- **TASK STATEMENT**
Any picture must be dropped, but each line of the data should be duplicated exactly.

___ EXTRACTED MATERIAL

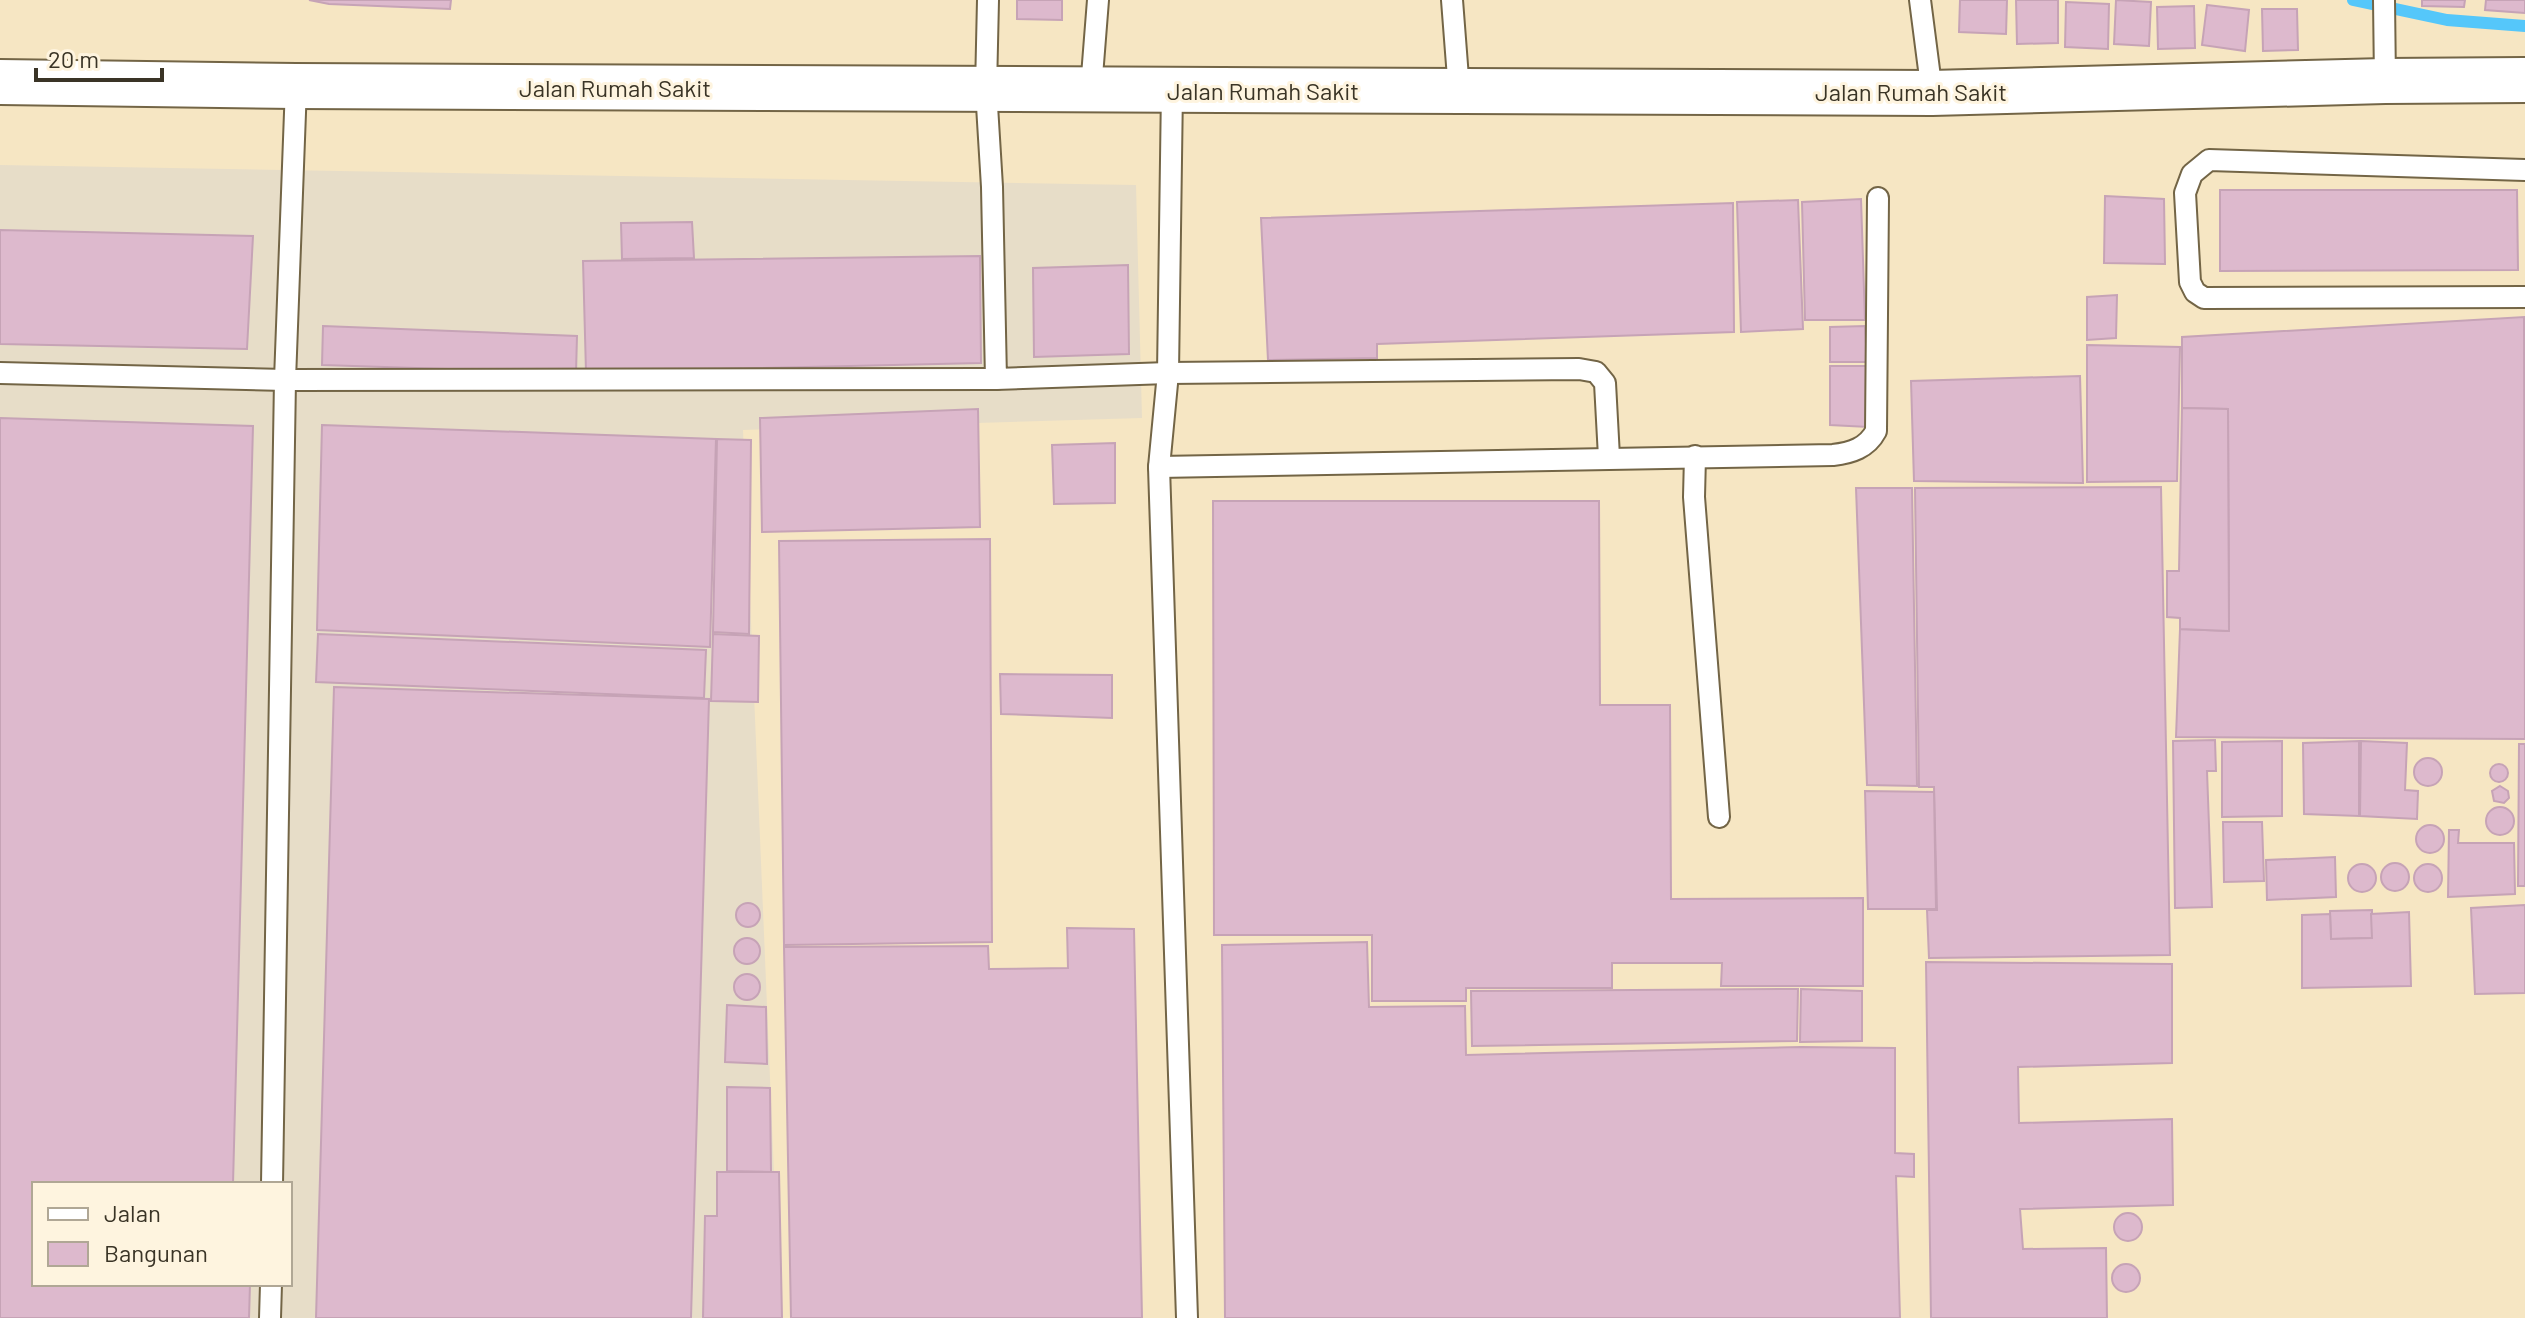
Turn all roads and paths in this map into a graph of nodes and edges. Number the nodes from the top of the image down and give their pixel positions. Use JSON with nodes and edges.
{"nodes":[{"id":1,"x":988,"y":0,"type":"edge"},
{"id":2,"x":1098,"y":0,"type":"edge"},
{"id":3,"x":1452,"y":0,"type":"edge"},
{"id":4,"x":1920,"y":0,"type":"edge"},
{"id":5,"x":2384,"y":0,"type":"edge"},
{"id":6,"x":2525,"y":80,"type":"edge"},
{"id":7,"x":2385,"y":81,"type":"junction"},
{"id":8,"x":0,"y":82,"type":"edge"},
{"id":9,"x":296,"y":86,"type":"junction"},
{"id":10,"x":986,"y":89,"type":"junction"},
{"id":11,"x":1091,"y":89,"type":"junction"},
{"id":12,"x":1172,"y":89,"type":"junction"},
{"id":13,"x":1459,"y":91,"type":"junction"},
{"id":14,"x":1932,"y":93,"type":"junction"},
{"id":15,"x":2525,"y":170,"type":"edge"},
{"id":16,"x":1878,"y":198,"type":"dead end"},
{"id":17,"x":2525,"y":297,"type":"edge"},
{"id":18,"x":0,"y":373,"type":"edge"},
{"id":19,"x":1168,"y":373,"type":"junction"},
{"id":20,"x":996,"y":379,"type":"junction"},
{"id":21,"x":285,"y":380,"type":"junction"},
{"id":22,"x":1695,"y":456,"type":"junction"},
{"id":23,"x":1609,"y":457,"type":"junction"},
{"id":24,"x":1159,"y":467,"type":"junction"},
{"id":25,"x":1719,"y":817,"type":"dead end"},
{"id":26,"x":272,"y":1182,"type":"edge"},
{"id":27,"x":271,"y":1286,"type":"edge"},
{"id":28,"x":270,"y":1318,"type":"edge"},
{"id":29,"x":1187,"y":1318,"type":"edge"}],
"edges":[{"from":1,"to":10,"type":"lane"},
{"from":2,"to":11,"type":"lane"},
{"from":3,"to":13,"type":"lane"},
{"from":4,"to":14,"type":"lane"},
{"from":5,"to":7,"type":"lane"},
{"from":6,"to":7,"type":"main road","name":"Jalan Rumah Sakit"},
{"from":7,"to":14,"type":"main road","name":"Jalan Rumah Sakit"},
{"from":8,"to":9,"type":"main road","name":"Jalan Rumah Sakit"},
{"from":9,"to":10,"type":"main road","name":"Jalan Rumah Sakit"},
{"from":9,"to":21,"type":"lane"},
{"from":10,"to":11,"type":"main road","name":"Jalan Rumah Sakit"},
{"from":10,"to":20,"type":"lane"},
{"from":11,"to":12,"type":"main road","name":"Jalan Rumah Sakit"},
{"from":12,"to":13,"type":"main road","name":"Jalan Rumah Sakit"},
{"from":12,"to":19,"type":"lane"},
{"from":13,"to":14,"type":"main road","name":"Jalan Rumah Sakit"},
{"from":15,"to":17,"type":"lane"},
{"from":16,"to":22,"type":"lane"},
{"from":18,"to":21,"type":"lane"},
{"from":19,"to":20,"type":"lane"},
{"from":19,"to":23,"type":"lane"},
{"from":19,"to":24,"type":"lane"},
{"from":20,"to":21,"type":"lane"},
{"from":21,"to":26,"type":"lane"},
{"from":22,"to":23,"type":"lane"},
{"from":22,"to":25,"type":"lane"},
{"from":23,"to":24,"type":"lane"},
{"from":24,"to":29,"type":"lane"},
{"from":27,"to":28,"type":"lane"}]}
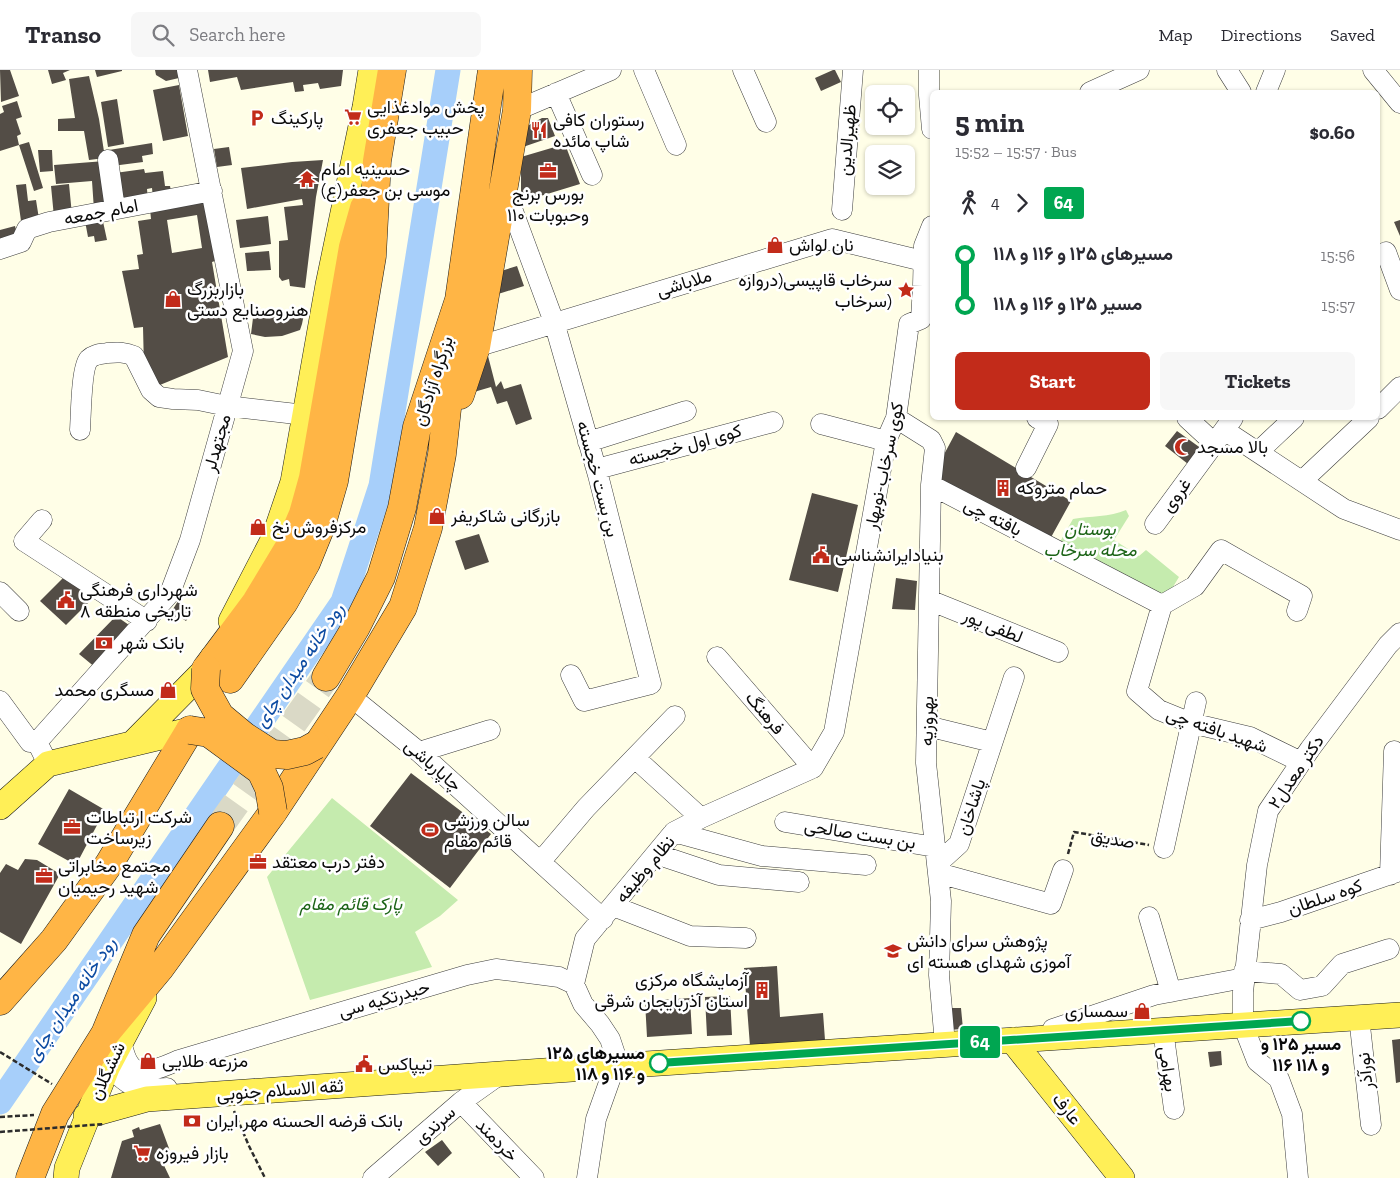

______

- **ANSWER AREA**
Turn all roads and paths in this map into a graph of nodes and edges. Number the nodes from the top of the image down and give their pixel positions. Use JSON with nodes and edges.
{"nodes":[{"id":1,"x":988,"y":0,"type":"edge"},
{"id":2,"x":1098,"y":0,"type":"edge"},
{"id":3,"x":1452,"y":0,"type":"edge"},
{"id":4,"x":1920,"y":0,"type":"edge"},
{"id":5,"x":2384,"y":0,"type":"edge"},
{"id":6,"x":2525,"y":80,"type":"edge"},
{"id":7,"x":2385,"y":81,"type":"junction"},
{"id":8,"x":0,"y":82,"type":"edge"},
{"id":9,"x":296,"y":86,"type":"junction"},
{"id":10,"x":986,"y":89,"type":"junction"},
{"id":11,"x":1091,"y":89,"type":"junction"},
{"id":12,"x":1172,"y":89,"type":"junction"},
{"id":13,"x":1459,"y":91,"type":"junction"},
{"id":14,"x":1932,"y":93,"type":"junction"},
{"id":15,"x":2525,"y":170,"type":"edge"},
{"id":16,"x":1878,"y":198,"type":"dead end"},
{"id":17,"x":2525,"y":297,"type":"edge"},
{"id":18,"x":0,"y":373,"type":"edge"},
{"id":19,"x":1168,"y":373,"type":"junction"},
{"id":20,"x":996,"y":379,"type":"junction"},
{"id":21,"x":285,"y":380,"type":"junction"},
{"id":22,"x":1695,"y":456,"type":"junction"},
{"id":23,"x":1609,"y":457,"type":"junction"},
{"id":24,"x":1159,"y":467,"type":"junction"},
{"id":25,"x":1719,"y":817,"type":"dead end"},
{"id":26,"x":272,"y":1182,"type":"edge"},
{"id":27,"x":271,"y":1286,"type":"edge"},
{"id":28,"x":270,"y":1318,"type":"edge"},
{"id":29,"x":1187,"y":1318,"type":"edge"}],
"edges":[{"from":1,"to":10,"type":"lane"},
{"from":2,"to":11,"type":"lane"},
{"from":3,"to":13,"type":"lane"},
{"from":4,"to":14,"type":"lane"},
{"from":5,"to":7,"type":"lane"},
{"from":6,"to":7,"type":"main road","name":"Jalan Rumah Sakit"},
{"from":7,"to":14,"type":"main road","name":"Jalan Rumah Sakit"},
{"from":8,"to":9,"type":"main road","name":"Jalan Rumah Sakit"},
{"from":9,"to":10,"type":"main road","name":"Jalan Rumah Sakit"},
{"from":9,"to":21,"type":"lane"},
{"from":10,"to":11,"type":"main road","name":"Jalan Rumah Sakit"},
{"from":10,"to":20,"type":"lane"},
{"from":11,"to":12,"type":"main road","name":"Jalan Rumah Sakit"},
{"from":12,"to":13,"type":"main road","name":"Jalan Rumah Sakit"},
{"from":12,"to":19,"type":"lane"},
{"from":13,"to":14,"type":"main road","name":"Jalan Rumah Sakit"},
{"from":15,"to":17,"type":"lane"},
{"from":16,"to":22,"type":"lane"},
{"from":18,"to":21,"type":"lane"},
{"from":19,"to":20,"type":"lane"},
{"from":19,"to":23,"type":"lane"},
{"from":19,"to":24,"type":"lane"},
{"from":20,"to":21,"type":"lane"},
{"from":21,"to":26,"type":"lane"},
{"from":22,"to":23,"type":"lane"},
{"from":22,"to":25,"type":"lane"},
{"from":23,"to":24,"type":"lane"},
{"from":24,"to":29,"type":"lane"},
{"from":27,"to":28,"type":"lane"}]}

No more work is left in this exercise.